== LISTED ENTRIES ==
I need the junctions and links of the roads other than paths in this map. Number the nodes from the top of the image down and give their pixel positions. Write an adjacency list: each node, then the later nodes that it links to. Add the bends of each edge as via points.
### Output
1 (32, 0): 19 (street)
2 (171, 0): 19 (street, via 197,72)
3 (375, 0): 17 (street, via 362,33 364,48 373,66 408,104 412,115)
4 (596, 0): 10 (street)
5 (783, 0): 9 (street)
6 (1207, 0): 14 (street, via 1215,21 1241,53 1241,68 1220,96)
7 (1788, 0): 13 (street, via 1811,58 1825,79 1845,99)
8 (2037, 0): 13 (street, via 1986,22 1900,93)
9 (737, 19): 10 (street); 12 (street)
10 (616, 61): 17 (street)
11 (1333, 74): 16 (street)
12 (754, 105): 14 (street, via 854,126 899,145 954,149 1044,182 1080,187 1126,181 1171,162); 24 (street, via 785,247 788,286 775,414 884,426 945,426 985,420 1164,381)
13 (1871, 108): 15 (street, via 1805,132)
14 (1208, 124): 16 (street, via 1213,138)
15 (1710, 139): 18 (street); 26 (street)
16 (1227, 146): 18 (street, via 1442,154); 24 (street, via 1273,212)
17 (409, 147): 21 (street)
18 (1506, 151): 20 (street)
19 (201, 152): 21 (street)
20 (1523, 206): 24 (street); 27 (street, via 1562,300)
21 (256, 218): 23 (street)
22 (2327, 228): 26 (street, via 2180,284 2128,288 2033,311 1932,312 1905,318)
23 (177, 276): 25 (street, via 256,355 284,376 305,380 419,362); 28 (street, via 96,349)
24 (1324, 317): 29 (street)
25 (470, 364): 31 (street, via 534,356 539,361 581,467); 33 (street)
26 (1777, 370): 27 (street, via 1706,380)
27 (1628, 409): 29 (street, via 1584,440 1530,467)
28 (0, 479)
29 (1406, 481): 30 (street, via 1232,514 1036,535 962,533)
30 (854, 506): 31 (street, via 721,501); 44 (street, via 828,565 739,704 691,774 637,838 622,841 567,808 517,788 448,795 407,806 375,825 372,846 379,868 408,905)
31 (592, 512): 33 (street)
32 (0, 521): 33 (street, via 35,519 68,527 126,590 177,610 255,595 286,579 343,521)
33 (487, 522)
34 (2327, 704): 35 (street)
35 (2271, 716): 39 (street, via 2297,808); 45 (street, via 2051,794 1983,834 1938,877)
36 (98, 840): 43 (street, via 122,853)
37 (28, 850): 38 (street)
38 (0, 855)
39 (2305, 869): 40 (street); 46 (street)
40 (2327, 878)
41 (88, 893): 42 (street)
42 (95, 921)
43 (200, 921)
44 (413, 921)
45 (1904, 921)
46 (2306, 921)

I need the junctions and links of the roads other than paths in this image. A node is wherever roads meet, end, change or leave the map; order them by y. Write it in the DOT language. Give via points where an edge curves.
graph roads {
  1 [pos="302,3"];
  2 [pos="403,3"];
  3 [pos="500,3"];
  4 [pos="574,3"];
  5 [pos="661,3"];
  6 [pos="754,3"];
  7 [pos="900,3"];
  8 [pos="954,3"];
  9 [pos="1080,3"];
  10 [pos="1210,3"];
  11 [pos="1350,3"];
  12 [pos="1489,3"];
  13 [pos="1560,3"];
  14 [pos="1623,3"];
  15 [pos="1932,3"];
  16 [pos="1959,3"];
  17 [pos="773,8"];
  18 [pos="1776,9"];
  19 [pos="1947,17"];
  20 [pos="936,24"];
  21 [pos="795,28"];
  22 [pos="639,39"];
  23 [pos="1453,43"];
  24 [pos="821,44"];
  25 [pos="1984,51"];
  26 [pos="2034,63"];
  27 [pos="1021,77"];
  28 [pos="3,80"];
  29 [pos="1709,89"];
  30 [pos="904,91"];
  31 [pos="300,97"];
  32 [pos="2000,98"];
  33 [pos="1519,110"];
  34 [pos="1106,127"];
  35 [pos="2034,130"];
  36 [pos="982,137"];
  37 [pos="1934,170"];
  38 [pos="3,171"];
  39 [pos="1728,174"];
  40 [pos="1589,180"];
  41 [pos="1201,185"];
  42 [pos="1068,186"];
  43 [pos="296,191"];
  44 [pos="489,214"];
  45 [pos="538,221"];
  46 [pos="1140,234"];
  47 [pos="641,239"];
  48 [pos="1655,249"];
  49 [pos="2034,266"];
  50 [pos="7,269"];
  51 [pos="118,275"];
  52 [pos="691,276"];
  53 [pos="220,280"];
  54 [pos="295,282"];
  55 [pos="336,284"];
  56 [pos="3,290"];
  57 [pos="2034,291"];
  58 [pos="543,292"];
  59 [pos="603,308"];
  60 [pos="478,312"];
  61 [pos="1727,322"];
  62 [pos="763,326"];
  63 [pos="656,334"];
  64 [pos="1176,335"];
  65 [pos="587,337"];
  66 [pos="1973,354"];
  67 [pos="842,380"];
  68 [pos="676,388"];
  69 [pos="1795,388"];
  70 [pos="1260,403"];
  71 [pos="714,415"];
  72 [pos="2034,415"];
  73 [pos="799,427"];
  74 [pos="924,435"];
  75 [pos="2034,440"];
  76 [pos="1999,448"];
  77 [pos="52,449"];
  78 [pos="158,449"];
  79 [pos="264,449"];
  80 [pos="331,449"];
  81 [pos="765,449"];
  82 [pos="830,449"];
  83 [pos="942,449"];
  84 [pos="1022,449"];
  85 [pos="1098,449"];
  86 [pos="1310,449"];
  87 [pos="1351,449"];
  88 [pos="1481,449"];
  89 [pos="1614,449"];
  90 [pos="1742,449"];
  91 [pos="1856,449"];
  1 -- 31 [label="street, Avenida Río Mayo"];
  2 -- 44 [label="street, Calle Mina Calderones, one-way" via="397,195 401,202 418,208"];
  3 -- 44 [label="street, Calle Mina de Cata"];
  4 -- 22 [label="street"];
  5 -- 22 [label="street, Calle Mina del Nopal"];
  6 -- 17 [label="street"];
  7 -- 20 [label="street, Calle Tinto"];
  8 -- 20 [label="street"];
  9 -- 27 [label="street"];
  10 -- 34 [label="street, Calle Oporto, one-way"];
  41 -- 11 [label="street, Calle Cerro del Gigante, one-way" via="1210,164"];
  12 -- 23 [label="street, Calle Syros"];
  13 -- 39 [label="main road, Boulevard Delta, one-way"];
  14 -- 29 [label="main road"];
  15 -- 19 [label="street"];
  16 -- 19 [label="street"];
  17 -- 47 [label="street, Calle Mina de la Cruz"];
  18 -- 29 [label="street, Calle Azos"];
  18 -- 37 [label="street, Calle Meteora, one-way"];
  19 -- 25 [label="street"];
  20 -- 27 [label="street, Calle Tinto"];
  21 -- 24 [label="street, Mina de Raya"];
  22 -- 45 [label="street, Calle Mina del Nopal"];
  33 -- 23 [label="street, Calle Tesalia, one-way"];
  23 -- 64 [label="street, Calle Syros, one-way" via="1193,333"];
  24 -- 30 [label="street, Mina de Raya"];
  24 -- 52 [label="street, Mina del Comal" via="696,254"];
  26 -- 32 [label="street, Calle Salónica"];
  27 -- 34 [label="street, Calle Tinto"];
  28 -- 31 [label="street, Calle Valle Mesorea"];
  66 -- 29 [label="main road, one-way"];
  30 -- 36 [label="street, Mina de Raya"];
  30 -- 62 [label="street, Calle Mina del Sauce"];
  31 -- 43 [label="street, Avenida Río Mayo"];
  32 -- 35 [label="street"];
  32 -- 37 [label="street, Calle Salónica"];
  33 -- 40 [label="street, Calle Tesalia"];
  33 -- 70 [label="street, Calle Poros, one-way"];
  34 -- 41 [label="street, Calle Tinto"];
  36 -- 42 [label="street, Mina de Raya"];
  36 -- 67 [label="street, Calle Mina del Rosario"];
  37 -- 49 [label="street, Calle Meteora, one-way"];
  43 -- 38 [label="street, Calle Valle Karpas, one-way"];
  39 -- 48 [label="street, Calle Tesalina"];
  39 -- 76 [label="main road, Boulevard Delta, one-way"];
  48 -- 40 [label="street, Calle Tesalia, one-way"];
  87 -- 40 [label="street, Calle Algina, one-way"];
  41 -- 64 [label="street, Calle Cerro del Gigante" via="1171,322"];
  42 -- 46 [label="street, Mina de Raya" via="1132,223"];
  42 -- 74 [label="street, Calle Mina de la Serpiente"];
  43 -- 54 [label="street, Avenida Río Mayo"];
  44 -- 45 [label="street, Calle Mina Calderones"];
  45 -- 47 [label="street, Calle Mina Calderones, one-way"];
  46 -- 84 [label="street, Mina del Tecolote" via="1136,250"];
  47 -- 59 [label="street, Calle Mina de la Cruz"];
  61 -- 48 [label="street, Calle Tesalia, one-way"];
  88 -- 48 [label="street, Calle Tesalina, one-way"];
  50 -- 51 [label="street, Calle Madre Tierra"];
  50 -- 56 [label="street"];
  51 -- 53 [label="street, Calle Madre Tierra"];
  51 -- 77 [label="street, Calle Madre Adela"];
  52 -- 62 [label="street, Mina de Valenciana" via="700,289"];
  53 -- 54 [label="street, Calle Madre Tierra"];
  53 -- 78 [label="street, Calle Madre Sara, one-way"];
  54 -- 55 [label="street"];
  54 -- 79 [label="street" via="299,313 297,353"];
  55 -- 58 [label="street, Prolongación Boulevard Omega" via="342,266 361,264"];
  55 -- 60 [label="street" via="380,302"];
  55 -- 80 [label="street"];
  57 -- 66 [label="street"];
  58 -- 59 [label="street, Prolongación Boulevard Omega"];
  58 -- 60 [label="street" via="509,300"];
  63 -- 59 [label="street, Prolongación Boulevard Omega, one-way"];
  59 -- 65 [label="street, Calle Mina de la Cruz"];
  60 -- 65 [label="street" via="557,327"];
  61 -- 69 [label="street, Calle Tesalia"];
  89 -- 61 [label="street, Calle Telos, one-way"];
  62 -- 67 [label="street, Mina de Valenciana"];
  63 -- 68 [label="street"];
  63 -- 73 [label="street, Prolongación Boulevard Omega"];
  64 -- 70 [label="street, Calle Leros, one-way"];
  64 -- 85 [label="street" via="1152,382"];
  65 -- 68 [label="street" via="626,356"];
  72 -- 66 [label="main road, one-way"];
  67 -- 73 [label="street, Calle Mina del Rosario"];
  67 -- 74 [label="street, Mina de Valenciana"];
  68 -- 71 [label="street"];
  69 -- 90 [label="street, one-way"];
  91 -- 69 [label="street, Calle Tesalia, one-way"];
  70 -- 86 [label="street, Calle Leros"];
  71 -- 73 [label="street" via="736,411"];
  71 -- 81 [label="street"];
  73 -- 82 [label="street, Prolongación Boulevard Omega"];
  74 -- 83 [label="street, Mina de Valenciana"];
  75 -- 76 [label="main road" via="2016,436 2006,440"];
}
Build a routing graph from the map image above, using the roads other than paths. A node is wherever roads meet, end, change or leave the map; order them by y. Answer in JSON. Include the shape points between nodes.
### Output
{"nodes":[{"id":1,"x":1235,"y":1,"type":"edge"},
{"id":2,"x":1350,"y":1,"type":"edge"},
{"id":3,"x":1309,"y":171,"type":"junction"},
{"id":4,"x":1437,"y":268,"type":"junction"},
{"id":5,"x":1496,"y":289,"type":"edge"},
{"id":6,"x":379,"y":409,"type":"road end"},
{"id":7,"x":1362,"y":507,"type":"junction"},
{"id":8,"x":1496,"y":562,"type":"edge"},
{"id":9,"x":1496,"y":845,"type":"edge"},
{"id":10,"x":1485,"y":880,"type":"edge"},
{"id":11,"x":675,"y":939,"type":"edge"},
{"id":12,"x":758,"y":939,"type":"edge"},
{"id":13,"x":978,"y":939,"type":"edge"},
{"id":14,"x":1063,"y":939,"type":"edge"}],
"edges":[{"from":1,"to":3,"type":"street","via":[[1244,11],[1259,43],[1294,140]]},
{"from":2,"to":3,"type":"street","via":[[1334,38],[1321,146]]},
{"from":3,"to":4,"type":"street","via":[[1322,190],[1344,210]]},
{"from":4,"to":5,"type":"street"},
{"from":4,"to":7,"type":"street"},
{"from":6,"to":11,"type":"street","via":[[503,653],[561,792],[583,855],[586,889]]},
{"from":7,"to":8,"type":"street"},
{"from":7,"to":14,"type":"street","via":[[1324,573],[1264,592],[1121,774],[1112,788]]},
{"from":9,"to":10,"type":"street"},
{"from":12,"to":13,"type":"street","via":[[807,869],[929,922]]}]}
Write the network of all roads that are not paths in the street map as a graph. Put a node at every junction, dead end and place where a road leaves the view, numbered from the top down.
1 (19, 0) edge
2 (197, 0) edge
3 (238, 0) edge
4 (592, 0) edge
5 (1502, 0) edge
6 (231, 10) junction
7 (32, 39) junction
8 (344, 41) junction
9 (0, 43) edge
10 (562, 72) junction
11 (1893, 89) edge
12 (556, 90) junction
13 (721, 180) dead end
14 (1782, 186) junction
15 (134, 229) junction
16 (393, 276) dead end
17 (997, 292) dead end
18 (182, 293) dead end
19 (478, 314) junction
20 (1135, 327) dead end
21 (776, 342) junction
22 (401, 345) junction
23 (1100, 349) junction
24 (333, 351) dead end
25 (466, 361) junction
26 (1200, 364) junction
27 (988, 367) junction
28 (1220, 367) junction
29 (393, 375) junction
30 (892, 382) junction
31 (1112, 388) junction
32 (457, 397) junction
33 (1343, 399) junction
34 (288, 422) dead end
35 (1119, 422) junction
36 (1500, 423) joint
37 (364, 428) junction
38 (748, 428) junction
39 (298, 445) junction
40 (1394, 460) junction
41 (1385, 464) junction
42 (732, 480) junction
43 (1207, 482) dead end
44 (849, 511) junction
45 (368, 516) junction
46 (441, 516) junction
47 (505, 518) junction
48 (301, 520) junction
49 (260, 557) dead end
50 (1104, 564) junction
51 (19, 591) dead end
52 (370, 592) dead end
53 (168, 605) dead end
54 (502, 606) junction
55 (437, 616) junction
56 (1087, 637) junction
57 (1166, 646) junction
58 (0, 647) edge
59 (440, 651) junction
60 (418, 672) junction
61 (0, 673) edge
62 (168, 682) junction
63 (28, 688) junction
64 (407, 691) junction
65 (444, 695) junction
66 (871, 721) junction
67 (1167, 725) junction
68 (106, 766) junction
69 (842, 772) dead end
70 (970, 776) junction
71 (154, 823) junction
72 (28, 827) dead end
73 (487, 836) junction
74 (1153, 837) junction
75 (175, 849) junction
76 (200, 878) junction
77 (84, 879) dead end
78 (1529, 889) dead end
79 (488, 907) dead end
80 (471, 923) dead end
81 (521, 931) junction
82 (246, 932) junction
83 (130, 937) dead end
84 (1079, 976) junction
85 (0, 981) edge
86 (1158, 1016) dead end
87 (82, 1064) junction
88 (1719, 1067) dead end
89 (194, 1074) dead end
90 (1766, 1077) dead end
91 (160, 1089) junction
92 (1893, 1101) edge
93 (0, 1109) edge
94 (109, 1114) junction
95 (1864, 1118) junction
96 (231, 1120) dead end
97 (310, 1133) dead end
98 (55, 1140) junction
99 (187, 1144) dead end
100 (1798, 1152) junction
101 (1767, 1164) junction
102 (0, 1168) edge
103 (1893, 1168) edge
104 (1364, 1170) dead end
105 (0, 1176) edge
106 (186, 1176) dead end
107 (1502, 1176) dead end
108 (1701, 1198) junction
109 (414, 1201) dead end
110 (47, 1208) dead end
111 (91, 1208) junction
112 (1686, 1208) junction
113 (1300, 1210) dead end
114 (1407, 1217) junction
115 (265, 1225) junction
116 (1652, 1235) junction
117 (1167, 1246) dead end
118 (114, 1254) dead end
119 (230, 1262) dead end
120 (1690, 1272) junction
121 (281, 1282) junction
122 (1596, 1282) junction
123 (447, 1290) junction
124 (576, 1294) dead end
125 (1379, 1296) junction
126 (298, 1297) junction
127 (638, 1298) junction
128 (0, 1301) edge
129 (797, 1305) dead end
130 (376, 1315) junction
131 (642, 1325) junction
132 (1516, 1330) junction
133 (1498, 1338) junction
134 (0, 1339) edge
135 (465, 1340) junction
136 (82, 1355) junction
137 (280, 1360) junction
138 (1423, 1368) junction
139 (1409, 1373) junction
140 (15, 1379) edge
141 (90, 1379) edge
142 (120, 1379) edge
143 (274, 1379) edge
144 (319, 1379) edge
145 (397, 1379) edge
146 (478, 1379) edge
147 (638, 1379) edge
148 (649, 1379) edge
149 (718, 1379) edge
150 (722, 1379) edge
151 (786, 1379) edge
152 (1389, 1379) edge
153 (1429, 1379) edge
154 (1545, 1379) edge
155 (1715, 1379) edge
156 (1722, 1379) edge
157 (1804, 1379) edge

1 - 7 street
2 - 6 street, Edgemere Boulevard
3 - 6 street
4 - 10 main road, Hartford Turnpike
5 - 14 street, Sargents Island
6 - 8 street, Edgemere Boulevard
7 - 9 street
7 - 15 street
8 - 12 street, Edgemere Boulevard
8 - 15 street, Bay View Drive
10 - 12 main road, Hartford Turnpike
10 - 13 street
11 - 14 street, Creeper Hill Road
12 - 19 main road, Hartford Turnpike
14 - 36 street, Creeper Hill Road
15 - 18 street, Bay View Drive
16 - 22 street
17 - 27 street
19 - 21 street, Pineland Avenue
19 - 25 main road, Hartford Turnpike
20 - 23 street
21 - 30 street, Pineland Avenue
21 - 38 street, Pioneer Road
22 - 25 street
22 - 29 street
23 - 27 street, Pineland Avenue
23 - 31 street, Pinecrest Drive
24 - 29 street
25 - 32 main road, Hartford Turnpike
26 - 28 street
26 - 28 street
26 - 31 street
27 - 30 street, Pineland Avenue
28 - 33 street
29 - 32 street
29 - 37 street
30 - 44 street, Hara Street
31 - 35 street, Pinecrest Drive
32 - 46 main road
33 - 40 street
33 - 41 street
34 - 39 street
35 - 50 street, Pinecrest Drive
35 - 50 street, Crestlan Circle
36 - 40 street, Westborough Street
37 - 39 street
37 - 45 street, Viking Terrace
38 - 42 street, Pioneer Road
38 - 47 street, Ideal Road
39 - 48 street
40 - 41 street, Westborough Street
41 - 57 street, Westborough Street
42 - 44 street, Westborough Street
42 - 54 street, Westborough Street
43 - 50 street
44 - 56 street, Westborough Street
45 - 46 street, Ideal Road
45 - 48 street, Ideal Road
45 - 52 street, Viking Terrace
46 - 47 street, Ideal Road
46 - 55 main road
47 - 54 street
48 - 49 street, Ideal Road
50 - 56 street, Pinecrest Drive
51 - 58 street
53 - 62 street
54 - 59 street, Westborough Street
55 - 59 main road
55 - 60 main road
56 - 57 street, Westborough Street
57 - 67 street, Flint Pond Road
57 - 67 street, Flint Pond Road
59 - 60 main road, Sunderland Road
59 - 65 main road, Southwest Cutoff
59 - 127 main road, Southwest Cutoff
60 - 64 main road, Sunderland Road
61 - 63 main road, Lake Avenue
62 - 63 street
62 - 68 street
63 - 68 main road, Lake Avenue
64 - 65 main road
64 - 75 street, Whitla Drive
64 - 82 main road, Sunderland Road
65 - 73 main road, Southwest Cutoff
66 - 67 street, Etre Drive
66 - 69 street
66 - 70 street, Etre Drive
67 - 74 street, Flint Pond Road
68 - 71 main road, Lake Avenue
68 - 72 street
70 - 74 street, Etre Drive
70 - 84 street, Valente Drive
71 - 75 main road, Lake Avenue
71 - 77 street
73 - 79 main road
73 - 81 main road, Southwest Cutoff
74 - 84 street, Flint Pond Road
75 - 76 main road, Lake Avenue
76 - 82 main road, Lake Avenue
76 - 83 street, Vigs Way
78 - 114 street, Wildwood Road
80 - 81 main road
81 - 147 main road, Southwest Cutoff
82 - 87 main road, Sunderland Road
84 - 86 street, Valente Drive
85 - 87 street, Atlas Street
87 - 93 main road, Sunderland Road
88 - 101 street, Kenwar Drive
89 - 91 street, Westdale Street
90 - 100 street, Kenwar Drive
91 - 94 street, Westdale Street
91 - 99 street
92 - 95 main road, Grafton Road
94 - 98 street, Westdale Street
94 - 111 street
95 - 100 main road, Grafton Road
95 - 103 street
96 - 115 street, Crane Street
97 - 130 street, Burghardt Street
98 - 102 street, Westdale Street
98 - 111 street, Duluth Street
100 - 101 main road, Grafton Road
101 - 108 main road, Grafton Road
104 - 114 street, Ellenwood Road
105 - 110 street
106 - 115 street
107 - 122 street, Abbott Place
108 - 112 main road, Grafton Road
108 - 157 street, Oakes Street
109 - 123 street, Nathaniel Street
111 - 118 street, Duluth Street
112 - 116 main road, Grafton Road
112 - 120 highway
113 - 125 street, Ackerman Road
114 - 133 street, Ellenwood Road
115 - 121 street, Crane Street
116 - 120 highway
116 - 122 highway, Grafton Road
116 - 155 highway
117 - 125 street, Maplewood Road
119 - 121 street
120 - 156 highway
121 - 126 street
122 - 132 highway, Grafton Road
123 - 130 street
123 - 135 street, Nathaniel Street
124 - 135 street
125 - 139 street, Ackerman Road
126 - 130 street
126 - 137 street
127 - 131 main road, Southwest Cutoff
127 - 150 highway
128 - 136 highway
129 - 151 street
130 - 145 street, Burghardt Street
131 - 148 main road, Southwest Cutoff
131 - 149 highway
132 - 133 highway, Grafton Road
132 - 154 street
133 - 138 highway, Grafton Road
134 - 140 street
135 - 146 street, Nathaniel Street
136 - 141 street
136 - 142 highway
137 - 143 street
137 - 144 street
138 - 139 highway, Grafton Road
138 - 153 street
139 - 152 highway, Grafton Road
===
Wherever the word "Write" appears in a line of the records, count that line. Say how many there are, with no other words.

**WRITTEN REPLY:** 3